Right now, the best thing that the Cardinal can do is just continue to win (big), keep the Axe, and ensure that Notre Dame is relegated to the Capital One Bowl. It enters Big Game in an eerily similar position that Cal had in 2004. In fact, Stanford's 2011 campaign shares a remarkable amount of the same story with the Bears' 2004 season. Stellar quarterbacks in their final year, impressive defenses, a great running game... and an inability to beat one team in particular several years in a row. Stanford fans, though, I think, will prove that this year was not a fluke experiment in fan support and show that yes, Santa Claus, there are Stanford fans, even in a loss and with little possibility of making the Pac-12 Championship Game. If Stanford's GameDay turnout is any indication, it may show that the fanbase has turned a corner from being bandwagon fans to dedicated supporters. In any case, Stanford must shake off its disappointing showing against the Ducks and prepare for the 114th playing of Big Game.
Oregon 53, Stanford 30
While the Pac-12 game of the year was played in Palo Alto, there were five other notable games across the conference (where every home team won). And, as could easily be expected, the Pac-12 South again provided surprises.
Arizona 29, Colorado 48 -- Colorado Buffaloes: you are not the worst team in the conference. [/Maury Povich voice] On Senior Day in Boulder, the Buffs won their first Pac-12 football game in an electric Folsom Field. Arizona, meanwhile, continued their spiral downward, losing their eighth game of the year. It's hard to believe that this is almost the same team that was ranked in the top 10 nationally just a little over a year ago.
Washington 17, USC 40 -- There would be no threepeat for the Huskies this year over the Trojans as Barkley and Woods lead USC to a comfortable 23 point home win. Instead, Washington has now lost its third game out of four with a trip to Corvallis coming up.

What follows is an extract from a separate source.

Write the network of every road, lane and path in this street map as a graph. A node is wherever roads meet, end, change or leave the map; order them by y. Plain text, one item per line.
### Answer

Oregon State 6, California 30 -- Cal's woes against the Beavers finally ended Saturday with a "home" win to close out their time at AT&T Park to get their sixth win, assuring them of a bowl game and taking the pressure off of the remaining games against Stanford and ASU. The Beavers woes continued, though, sending OSU back home to face the Huskies hoping to send out James Rodgers and the rest of the seniors on a winning note.

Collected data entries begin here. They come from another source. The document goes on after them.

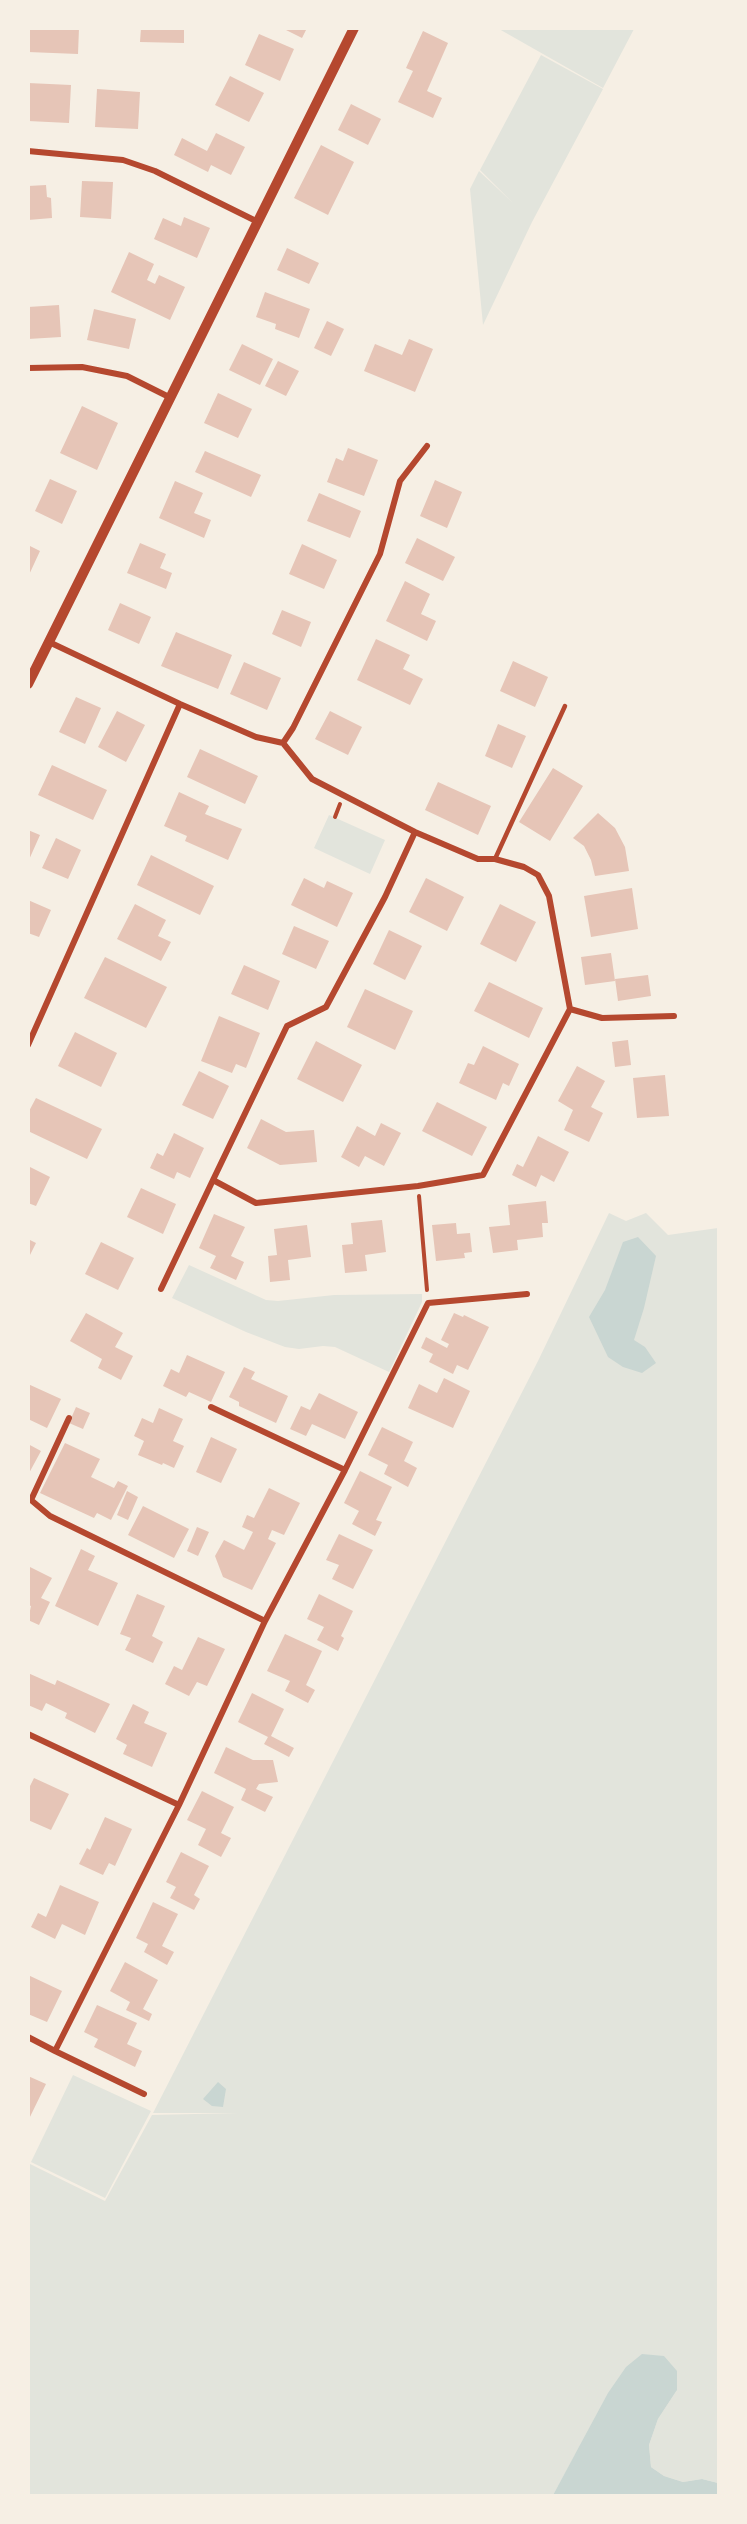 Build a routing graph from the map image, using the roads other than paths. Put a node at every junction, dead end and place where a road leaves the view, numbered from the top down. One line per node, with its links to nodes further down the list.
1 (354, 28): 3 (street)
2 (28, 151): 3 (street)
3 (258, 222): 5 (street)
4 (28, 368): 5 (street)
5 (171, 398): 7 (street)
6 (427, 447): 11 (street)
7 (49, 642): 8 (street); 9 (street)
8 (28, 684)
9 (180, 704): 11 (street); 16 (street)
10 (565, 706): 13 (lane)
11 (283, 743): 12 (street)
12 (415, 832): 13 (street); 17 (street)
13 (495, 859): 14 (street)
14 (570, 1009): 15 (street); 17 (street)
15 (674, 1016)
16 (28, 1045)
17 (213, 1180): 18 (street)
18 (161, 1289)
19 (527, 1294): 22 (street)
20 (211, 1407): 22 (street)
21 (69, 1418): 23 (street)
22 (345, 1470): 23 (street)
23 (265, 1621): 25 (street)
24 (28, 1734): 25 (street)
25 (179, 1805): 27 (street)
26 (28, 2037): 27 (street)
27 (55, 2051): 28 (street)
28 (144, 2094)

UCLA 6, Utah 31 -- In a snowy Rice-Eccles Stadium, Utah pulled out another win to become bowl-eligible for the ninth consecutive season. UCLA, meanwhile, continued its road agony in a loss that could have ended their South division title hopes were it not for...

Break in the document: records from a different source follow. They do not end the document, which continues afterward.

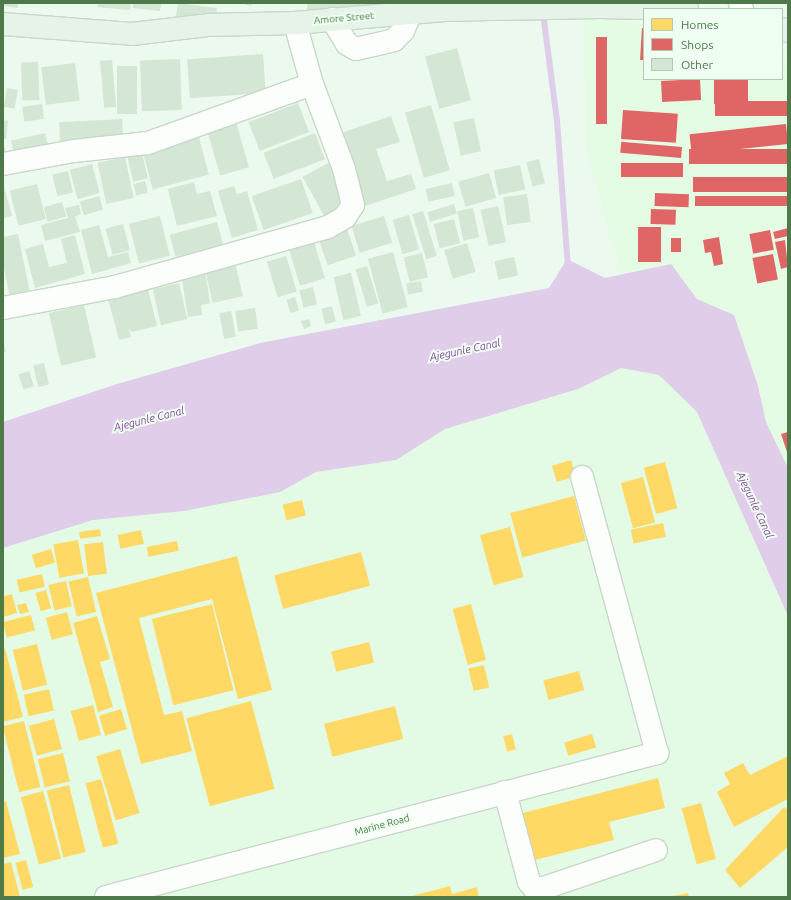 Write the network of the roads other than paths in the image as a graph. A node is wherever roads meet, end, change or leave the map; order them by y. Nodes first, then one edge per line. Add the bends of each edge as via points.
1 (441, 6) edge
2 (643, 8) edge
3 (411, 12) junction
4 (332, 19) junction
5 (295, 23) junction
6 (3, 24) edge
7 (312, 84) junction
8 (3, 164) edge
9 (3, 308) edge
10 (582, 477) dead end
11 (505, 792) junction
12 (656, 850) dead end
13 (106, 897) edge

1 - 2 main road, Amore Street via 494,9
1 - 3 main road, Amore Street
3 - 4 main road, Amore Street
3 - 4 street via 403,31 394,40 356,49 347,44
4 - 5 main road, Amore Street
5 - 6 main road, Amore Street via 209,25 132,34
5 - 7 street
7 - 8 street via 148,143 74,151
7 - 9 street via 344,169 353,205 345,217 328,227 115,287
10 - 11 street, Marine Road via 657,753
11 - 12 street via 529,882 534,888 544,888
11 - 13 street, Marine Road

Arizona State 27, Washington State 37 -- Don't look now, Pac-12 fans, but Wazzu is two wins over Utah and Washington away from making its first bowl appearance in almost a decade. While UCLA may be a bad road team, ASU is an even worse one. ASU must now hope for a UCLA and Utah loss and beat the Bears and Wildcats at home in order to even hope for competing for the Rose Bowl. With Utah defeating UCLA to stay in the division race, the Pac-12 South is just one big mess without USC competiting for representation in the championship game.